Vous avez dit… ego de marque ?

Les visions du métier sont rares et les nouvelles méthodes, encore d’avantage. Alors saluons la nouvelle méthode de Patrick Millet qui dans son agence Duetto, avec son compère Eric Phélippeau, cerne les composantes fondamentales conscientes et inconscientes d’une marque, qu’il appelle « l’ego de la marque ».
Les grandes idées commencent comme cela !

L’ego d’une marque ?

Des errements, des succès, des doutes ponctuent la vie des marques. Mais leur capacité à absorber une période difficile ou à anticiper un nouvel essor n’est pas le fruit de la seule volonté d’un directoire clairvoyant ou d’un capitaine d’industrie. Une marque possède une aptitude immatérielle à s’adapter à la réalité, ce que l’on pourrait appeler « l’ego de la Marque ».

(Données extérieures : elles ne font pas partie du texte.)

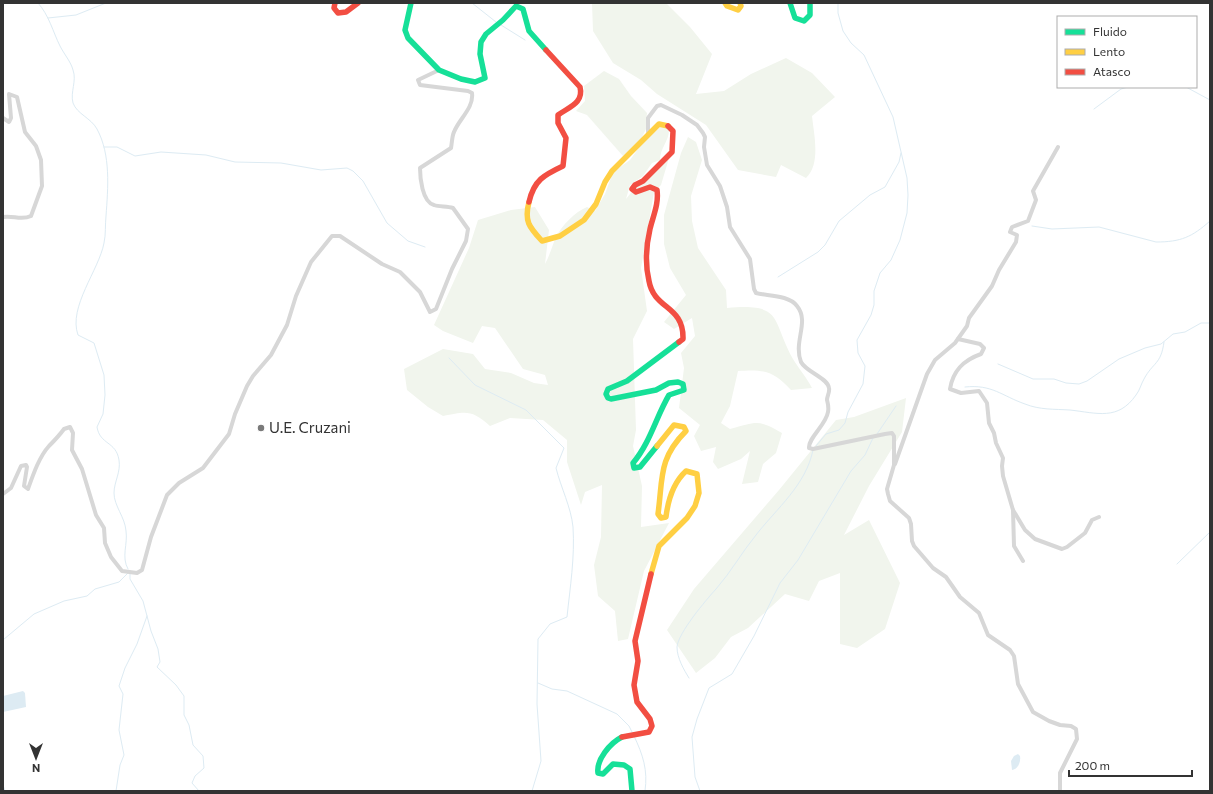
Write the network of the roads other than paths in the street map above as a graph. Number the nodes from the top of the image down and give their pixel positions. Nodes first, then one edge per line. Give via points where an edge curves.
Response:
1 (335, 3) edge
2 (358, 3) edge
3 (411, 3) edge
4 (724, 3) edge
5 (740, 3) edge
6 (790, 3) edge
7 (810, 3) edge
8 (439, 70) junction
9 (3, 118) edge
10 (648, 132) junction
11 (1058, 147) dead end
12 (3, 217) edge
13 (958, 339) junction
14 (894, 469) junction
15 (3, 494) edge
16 (1013, 510) junction
17 (1099, 517) dead end
18 (1023, 561) dead end
19 (632, 791) edge
20 (1060, 791) edge

1 - 2 main road via 334,8 338,13 346,12
3 - 8 main road via 405,30 408,38
4 - 5 main road via 738,10
6 - 7 main road via 795,18 804,21 810,15
8 - 10 main road via 475,82 485,78 480,56 480,40 516,6 525,10 529,31 580,87 582,98 577,104 558,115 558,123 566,138 563,166 546,174 532,189 526,214 530,228 542,241 553,240 567,233 586,219 600,197 611,172 630,156
8 - 15 street via 418,80 420,85 468,91 472,93 472,98 464,118 454,132 451,148 420,168 420,183 428,201 433,205 453,208 468,229 466,241 436,309 430,312 420,292 400,272 382,264 340,236 332,236 311,262 287,325 271,355 247,386 229,434 204,468 179,483 167,495 142,570 137,573 122,571 111,557 105,543 104,528 96,515 82,469 72,450 73,433 70,428 64,429 50,446 36,468 28,489 24,486 26,464 21,466 11,488
9 - 12 street via 9,122 11,118 9,94 14,94 17,97 25,132 36,146 41,160 42,186 31,216 19,219
10 - 14 street via 648,118 657,106 661,105 682,114 697,125 705,138 707,165 720,186 730,227 750,259 756,293 796,304 802,324 797,348 802,363 827,382 830,388 826,420 812,438 809,448 892,433 896,444
10 - 19 main road via 659,124 668,126 673,131 672,152 632,189 636,192 650,187 657,190 658,202 650,230 646,262 648,279 653,296 679,317 683,327 683,339 627,381 608,389 606,394 611,399 656,390 669,383 682,384 684,390 669,396 643,451 632,462 634,468 640,467 674,425 681,425 686,432 674,443 661,471 658,514 661,518 666,517 671,495 680,476 686,471 697,474 699,493 695,506 687,518 659,546 637,631 635,695 652,726 648,732 616,739 608,746 597,767 598,774 603,774 613,764 624,765 630,769
11 - 13 street via 1033,192 1036,200 1028,221 1012,227 1010,232 1017,235 1016,242 992,286 974,308 967,326
13 - 14 street via 935,360 927,374
13 - 16 street via 980,344 984,348 981,354 962,364 954,374 950,389 961,394 979,391 987,403 989,423 1003,458 1003,476
14 - 20 street via 887,489 888,494 890,501 909,518 914,546 933,568 946,577 960,597 979,612 988,635 1010,650 1014,656 1018,684 1033,712 1049,722 1076,729 1077,739 1060,774
16 - 17 street via 1024,530 1035,539 1062,549 1085,533 1092,520
16 - 18 street via 1014,546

Mesurer l’ego de la marque…

Cet ego est l’élément constitutif de base de l’individualité de la Marque. Il est incorporé en totalité à la fois dans les moindres de ses actions, dans le moindre de ses produits et influence de manière inconsciente l’ensemble des décisions prises dans l’entreprise.

En sommeil dans des marques semblant obsolètes il maintient celles-ci en vie, prêt à la moindre sollicitation, à leur redonner leurs auras de séduction. Nos outils marketing en donnent une silhouette approximative, et nous designers, nous en interprétons les manifestations. Mais l’ego d’une Marque reste insaisissable et il est difficile d’en mesurer la force autrement qu’en évaluant la capacité d’adaptation de la marque à la réalité de son environnement.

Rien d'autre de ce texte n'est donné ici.